Das Tamagotchi ist eine perfide Erfindung der japanischen Spielzeugindustrie. Trotzdem entwickelte es sich zum Renner. Ein Rückblick zum zehnjährigen Bestehen.

Im Oktober 1996 stellten sich japanische Kinder ein Spielzeugwesen namens Tamagotchi in ihre Zimmer. Der Neologismus besteht aus den japanischen Wörtern Tamago (Ei) und Chi (Zuneigung). Ein liebenswertes Ei also. Nach Deutschland rollte es erstmals am 12. Mai 1997.


Sobald man das eiförmige Spielzeug aktivierte, erschien ein kleines Ei auf dem grob gepixelten LCD-Schirm des Billigcomputers. Die winzige Auflösung war ein Graus, die Spielidee lies manchen Spieler an die Grenzen des Wahnsinns stoßen. Dieses Küken, anfangs vielleicht noch süß, entwickelte sich zu einem penetranten Quälgeist, der einem den Tag versaute.

Nicht nur, dass das Vieh gefüttert und umsorgt werden wollte (Windelwechsel!). Nein, das Ding meldete sich um 4 Uhr morgens. Dann fiel ihm plötzlich ein, dass es Liebe braucht.

Leider implantierten die Hersteller dem Tamagotchi soviel künstliche Intelligenz, dass es wusste, zu welcher Uhrzeit sein Herr und Meister gewöhnlich schlief. Das Tamagotchi wusste auch, dass man frühmorgens überhaupt keine Lust hatte, zu knuddeln. Erst die spätere Version hatte eine Pausenfunktion.

Trotz seines eher abstoßenden Verhaltens verkauften deutsche Händler im Jahr 1997 das kleine Monster zwei Millionen Mal.

Schulen riefen bald das Tamagotchi-Verbot aus, da einige Eleven sich mehr ums Küken kümmerten, als um den Unterricht. Sogar gescheiterte Selbstmordversuche von Tamagotchi-Haltern wurden in dieser Zeit kolpotiert. Freitodgrund: der Quälgeist war verstorben. Eltern wollten ihre Kinder Tamagotchi nennen, was glücklicherweise von den Standesämtern unterbunden wurde.

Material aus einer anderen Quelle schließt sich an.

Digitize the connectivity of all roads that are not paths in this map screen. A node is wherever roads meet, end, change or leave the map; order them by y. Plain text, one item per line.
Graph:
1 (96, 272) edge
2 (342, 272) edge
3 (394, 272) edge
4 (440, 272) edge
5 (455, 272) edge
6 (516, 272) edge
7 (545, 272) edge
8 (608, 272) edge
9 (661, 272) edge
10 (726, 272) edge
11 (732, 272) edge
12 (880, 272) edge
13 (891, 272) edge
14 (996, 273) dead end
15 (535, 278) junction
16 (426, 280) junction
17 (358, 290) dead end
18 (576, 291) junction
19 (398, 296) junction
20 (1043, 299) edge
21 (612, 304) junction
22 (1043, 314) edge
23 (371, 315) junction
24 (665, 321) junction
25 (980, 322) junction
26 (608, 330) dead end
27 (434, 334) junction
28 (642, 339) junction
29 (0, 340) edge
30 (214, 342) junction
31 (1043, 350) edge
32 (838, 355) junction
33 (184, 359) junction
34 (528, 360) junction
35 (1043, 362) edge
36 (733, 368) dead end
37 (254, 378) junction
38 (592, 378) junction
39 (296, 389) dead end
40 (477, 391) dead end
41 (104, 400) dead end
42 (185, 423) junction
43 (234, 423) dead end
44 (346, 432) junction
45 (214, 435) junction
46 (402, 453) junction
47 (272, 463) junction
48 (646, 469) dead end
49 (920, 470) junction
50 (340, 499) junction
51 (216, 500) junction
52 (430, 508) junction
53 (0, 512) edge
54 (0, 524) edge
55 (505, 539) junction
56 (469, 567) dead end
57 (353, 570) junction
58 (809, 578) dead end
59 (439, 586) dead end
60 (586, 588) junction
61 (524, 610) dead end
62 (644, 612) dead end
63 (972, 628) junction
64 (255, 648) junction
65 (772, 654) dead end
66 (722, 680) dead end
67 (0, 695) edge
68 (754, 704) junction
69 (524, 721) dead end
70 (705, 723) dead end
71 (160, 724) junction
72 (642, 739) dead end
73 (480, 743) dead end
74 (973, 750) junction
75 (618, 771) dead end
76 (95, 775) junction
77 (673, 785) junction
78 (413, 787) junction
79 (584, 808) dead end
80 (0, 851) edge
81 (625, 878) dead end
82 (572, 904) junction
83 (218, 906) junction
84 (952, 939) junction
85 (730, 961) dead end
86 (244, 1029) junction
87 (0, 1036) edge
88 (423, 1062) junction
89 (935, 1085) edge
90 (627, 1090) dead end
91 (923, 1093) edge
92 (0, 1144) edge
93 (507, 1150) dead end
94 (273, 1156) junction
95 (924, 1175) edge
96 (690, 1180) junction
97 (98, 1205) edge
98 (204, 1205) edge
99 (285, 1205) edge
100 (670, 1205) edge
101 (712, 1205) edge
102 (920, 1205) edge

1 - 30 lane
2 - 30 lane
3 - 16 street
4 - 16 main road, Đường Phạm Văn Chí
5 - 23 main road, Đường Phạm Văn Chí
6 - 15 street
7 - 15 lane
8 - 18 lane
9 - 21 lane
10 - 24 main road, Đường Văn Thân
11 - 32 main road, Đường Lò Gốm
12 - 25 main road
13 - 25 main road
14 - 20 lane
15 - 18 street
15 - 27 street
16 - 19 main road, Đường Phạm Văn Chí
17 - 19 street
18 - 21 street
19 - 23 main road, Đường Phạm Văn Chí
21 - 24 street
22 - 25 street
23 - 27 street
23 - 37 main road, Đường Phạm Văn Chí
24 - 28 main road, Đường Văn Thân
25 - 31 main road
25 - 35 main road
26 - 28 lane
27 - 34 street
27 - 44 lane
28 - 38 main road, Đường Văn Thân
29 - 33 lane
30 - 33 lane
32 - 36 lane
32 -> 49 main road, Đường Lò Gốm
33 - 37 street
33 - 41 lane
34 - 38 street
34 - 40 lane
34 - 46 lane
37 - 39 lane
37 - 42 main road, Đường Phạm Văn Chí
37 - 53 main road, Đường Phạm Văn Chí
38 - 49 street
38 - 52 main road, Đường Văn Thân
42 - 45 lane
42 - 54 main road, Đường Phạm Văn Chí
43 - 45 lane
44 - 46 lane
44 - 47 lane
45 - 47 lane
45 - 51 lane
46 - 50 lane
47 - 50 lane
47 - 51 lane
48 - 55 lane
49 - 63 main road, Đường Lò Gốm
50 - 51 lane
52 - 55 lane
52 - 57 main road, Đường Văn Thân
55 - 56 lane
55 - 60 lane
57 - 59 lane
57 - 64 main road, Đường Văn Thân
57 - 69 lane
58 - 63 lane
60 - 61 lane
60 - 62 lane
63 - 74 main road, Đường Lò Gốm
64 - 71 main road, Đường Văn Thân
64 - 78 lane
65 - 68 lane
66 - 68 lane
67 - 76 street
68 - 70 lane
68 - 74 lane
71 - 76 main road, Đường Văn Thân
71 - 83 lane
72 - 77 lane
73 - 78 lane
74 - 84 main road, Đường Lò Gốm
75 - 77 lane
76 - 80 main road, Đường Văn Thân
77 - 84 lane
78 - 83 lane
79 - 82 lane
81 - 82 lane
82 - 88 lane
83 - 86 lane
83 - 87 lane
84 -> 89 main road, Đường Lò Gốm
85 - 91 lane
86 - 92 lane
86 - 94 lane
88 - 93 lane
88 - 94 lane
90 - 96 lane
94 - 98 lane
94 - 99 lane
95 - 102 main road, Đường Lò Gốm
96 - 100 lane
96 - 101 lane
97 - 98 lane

Im Internet bildeten sich Tamagotchi-Friedhöfe. Heute, zehn Jahre nach der ersten Version, gibt es unzählige Plagiate (Nanopets, Dinky Dino, Fin Fin, Furby) und drei weitere Versionen des ursprünglichen Tamagotchis: Tamagotchi Plus, Tamagotchi Connexion Version 2 und 3. Wer den ganzen Wahnsinn erleben will, bitteschön. Vor Folgeschäden sei gewarnt.

Glücklicherweise gibt es auch Gegner des Quälgeist-Hypes. Joschi Krüger und Siegfried Carl haben eine Anti-Tamagotchi-Kinderoper geschrieben und vertont.

Inzwischen fristet die Nervenpiepse nur noch ein Randdasein. Wer steht nachts schon gern zum Schmusen auf, wenn der zu Schmusende nicht aus Fleisch und Blut ist?